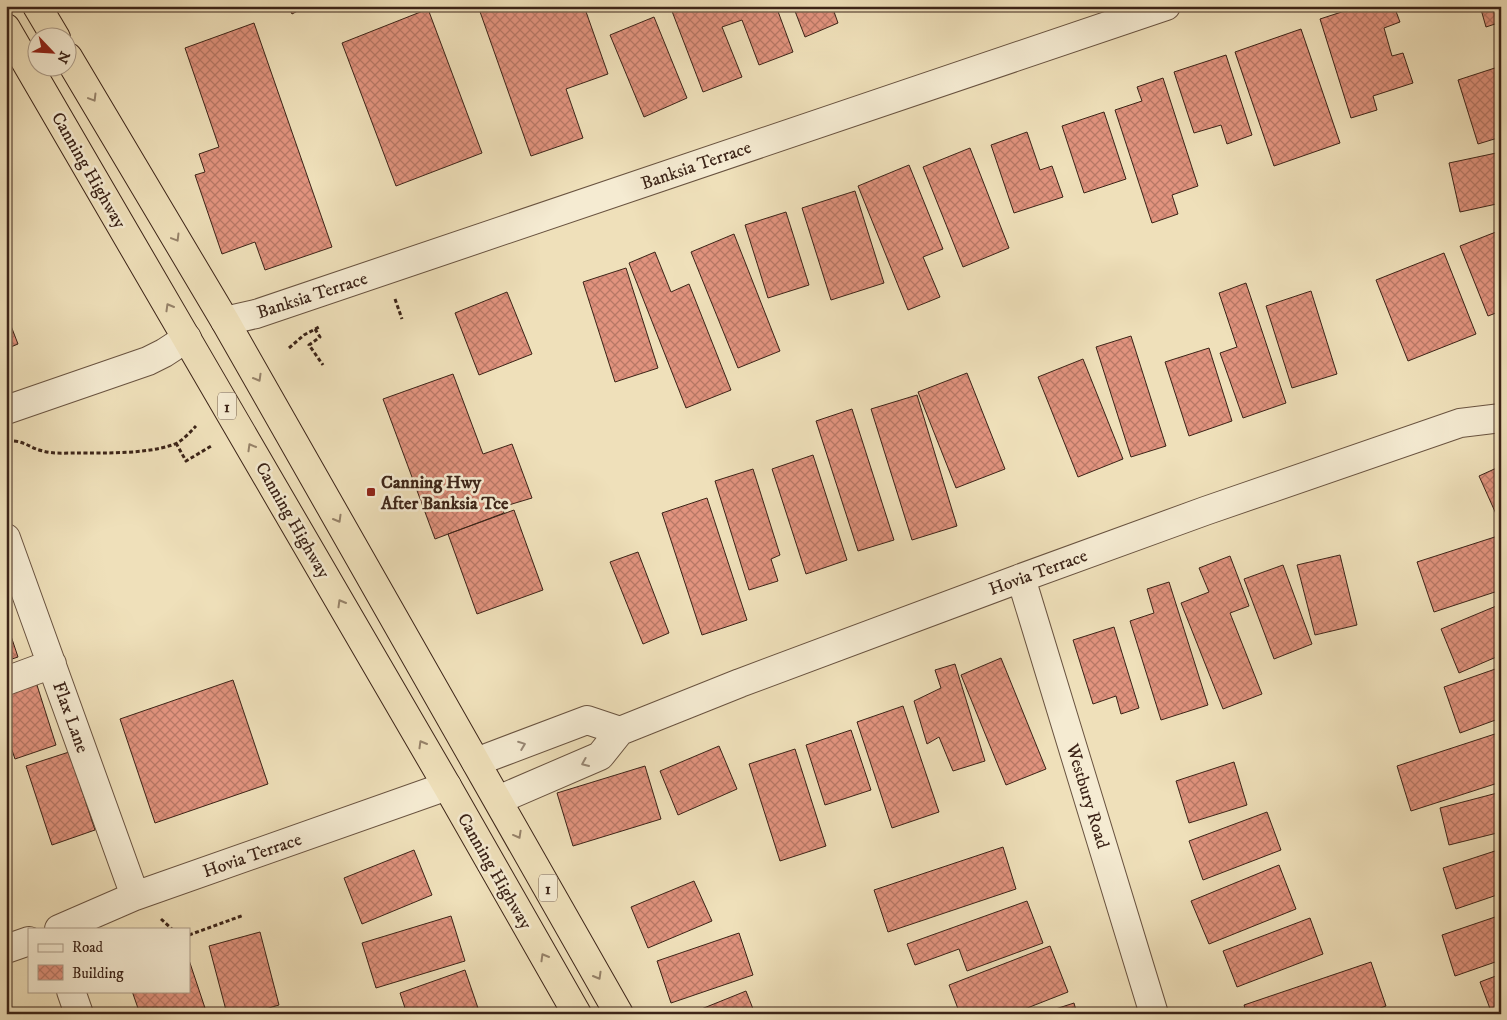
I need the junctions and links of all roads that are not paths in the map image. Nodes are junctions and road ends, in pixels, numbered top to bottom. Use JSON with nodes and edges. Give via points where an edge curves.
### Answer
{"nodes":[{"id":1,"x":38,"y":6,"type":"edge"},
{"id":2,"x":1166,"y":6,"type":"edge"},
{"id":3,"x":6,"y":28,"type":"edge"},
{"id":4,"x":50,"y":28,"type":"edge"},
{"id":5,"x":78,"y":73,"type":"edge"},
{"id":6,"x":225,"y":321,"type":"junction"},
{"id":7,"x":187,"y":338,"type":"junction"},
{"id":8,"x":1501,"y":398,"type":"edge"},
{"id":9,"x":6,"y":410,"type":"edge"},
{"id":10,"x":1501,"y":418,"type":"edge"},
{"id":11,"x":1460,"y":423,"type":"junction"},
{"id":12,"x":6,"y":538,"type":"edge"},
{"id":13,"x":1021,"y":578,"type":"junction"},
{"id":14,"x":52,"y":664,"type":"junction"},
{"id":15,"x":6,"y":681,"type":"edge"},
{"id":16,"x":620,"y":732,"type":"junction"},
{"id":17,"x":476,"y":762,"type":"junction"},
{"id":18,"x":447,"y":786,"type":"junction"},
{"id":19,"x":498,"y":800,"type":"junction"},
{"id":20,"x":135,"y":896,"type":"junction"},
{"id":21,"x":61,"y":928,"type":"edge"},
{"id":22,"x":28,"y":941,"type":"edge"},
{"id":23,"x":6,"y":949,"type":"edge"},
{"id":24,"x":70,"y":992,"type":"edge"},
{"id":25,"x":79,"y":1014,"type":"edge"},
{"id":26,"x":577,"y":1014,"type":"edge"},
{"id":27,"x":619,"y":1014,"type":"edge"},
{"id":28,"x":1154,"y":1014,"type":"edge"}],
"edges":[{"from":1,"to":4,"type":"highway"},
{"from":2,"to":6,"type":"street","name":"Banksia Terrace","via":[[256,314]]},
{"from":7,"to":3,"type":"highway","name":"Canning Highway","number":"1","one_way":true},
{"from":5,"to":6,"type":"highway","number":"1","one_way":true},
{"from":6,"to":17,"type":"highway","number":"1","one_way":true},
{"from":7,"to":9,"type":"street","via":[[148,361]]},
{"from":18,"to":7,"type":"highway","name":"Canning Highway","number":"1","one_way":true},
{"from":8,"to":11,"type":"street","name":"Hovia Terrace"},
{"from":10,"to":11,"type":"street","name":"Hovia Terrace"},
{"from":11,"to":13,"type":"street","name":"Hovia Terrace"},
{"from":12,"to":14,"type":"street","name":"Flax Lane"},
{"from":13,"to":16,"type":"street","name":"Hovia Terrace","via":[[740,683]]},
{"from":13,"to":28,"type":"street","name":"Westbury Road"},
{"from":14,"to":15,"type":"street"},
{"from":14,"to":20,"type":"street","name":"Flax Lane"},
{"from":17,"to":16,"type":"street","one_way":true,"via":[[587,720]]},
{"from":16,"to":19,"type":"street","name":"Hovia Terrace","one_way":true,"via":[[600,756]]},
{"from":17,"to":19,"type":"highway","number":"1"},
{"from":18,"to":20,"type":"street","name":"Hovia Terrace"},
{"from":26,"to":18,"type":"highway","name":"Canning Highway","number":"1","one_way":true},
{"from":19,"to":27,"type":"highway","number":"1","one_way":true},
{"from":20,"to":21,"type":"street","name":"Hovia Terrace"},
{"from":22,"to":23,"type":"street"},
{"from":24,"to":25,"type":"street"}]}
○ ○ ○ ○ ○
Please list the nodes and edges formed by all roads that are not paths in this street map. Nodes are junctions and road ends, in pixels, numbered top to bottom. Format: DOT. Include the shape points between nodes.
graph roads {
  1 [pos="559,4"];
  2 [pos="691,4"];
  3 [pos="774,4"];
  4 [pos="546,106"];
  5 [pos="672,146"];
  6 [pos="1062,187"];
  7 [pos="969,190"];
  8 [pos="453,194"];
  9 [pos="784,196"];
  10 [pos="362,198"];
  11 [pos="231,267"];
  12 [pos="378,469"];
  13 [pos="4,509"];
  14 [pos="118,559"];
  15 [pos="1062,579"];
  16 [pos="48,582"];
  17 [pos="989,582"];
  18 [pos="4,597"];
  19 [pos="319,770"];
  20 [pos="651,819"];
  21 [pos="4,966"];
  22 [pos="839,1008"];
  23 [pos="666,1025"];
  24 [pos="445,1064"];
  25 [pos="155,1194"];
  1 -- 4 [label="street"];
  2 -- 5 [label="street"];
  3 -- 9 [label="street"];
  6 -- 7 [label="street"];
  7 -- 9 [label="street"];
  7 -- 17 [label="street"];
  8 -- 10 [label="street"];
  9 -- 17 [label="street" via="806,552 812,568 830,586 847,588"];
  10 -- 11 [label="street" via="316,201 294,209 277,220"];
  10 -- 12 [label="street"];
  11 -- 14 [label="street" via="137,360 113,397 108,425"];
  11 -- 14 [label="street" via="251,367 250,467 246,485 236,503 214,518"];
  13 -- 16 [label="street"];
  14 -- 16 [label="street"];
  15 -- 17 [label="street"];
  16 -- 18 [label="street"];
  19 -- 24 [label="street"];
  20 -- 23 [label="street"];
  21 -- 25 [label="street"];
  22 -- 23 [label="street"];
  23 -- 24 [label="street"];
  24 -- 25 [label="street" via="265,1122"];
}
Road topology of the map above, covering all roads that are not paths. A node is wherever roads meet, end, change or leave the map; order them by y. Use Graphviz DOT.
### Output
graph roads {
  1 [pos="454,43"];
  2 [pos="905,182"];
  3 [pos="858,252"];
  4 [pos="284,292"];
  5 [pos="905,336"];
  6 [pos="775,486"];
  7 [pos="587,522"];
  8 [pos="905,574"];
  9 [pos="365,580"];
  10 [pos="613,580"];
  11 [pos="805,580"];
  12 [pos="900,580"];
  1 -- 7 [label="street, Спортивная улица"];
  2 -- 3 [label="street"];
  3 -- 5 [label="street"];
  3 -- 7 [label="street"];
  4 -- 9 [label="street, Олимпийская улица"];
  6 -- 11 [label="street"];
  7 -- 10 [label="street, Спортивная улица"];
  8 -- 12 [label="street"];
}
○ ○ ○ ○ ○
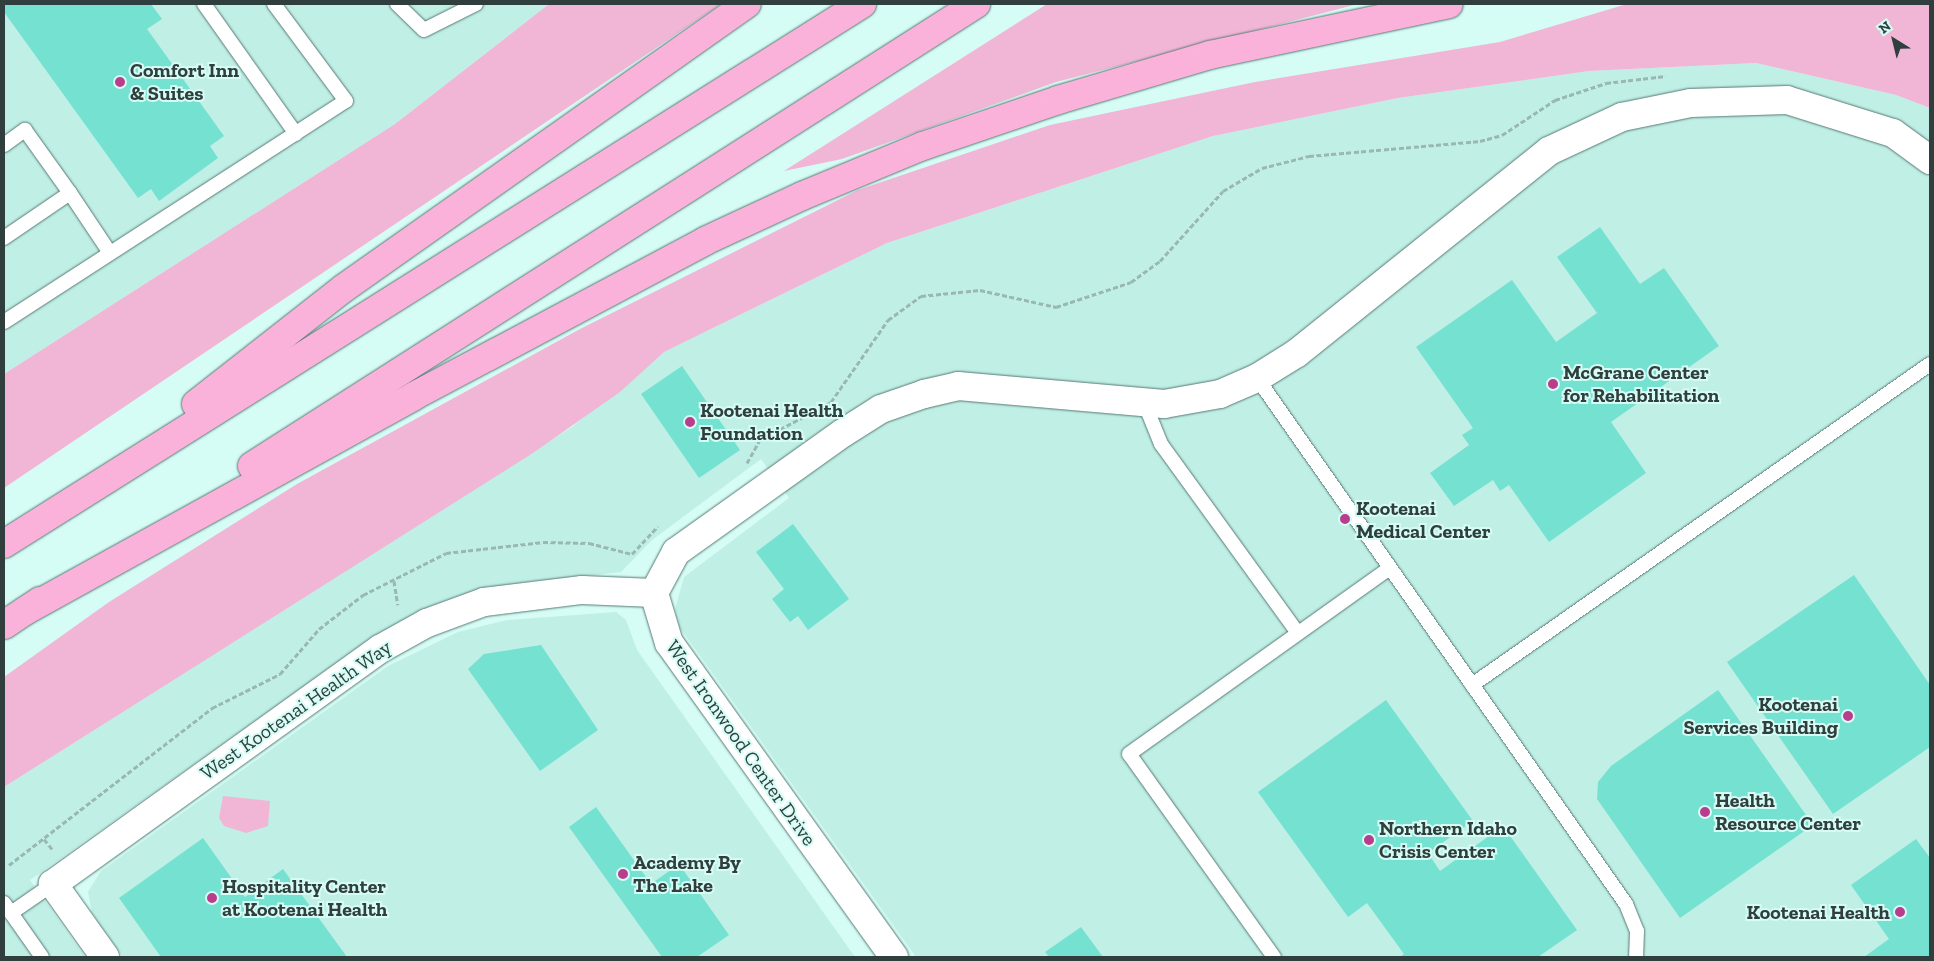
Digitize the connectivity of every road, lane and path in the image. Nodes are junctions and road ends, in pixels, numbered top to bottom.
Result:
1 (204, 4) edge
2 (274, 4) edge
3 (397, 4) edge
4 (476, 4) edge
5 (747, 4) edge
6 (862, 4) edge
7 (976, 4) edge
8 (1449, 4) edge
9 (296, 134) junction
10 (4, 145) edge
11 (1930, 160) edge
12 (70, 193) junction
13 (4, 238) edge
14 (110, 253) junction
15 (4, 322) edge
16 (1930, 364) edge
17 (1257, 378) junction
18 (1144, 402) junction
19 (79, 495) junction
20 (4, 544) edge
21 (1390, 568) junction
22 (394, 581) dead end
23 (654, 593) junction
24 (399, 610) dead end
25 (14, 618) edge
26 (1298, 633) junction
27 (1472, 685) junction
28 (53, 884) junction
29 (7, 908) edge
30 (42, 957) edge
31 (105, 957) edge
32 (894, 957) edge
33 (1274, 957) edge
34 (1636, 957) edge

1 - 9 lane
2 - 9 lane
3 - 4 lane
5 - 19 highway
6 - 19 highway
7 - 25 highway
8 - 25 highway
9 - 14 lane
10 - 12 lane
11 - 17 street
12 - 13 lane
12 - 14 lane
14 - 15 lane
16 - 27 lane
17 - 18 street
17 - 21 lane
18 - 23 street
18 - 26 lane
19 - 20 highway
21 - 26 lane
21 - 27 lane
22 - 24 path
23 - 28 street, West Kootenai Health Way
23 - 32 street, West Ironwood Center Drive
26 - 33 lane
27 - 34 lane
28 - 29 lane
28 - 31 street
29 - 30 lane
○ ○ ○ ○ ○
§ Exercise goal
Please copy each line of the entries in which the word "image" shows up.

§ Solution
I need the junctions and links of all roads that are not paths in the map image. Nodes are junctions and road ends, in pixels, numbered top to bottom. Use JSON with nodes and edges. Give via points where an edge curves.
Digitize the connectivity of every road, lane and path in the image. Nodes are junctions and road ends, in pixels, numbered top to bottom.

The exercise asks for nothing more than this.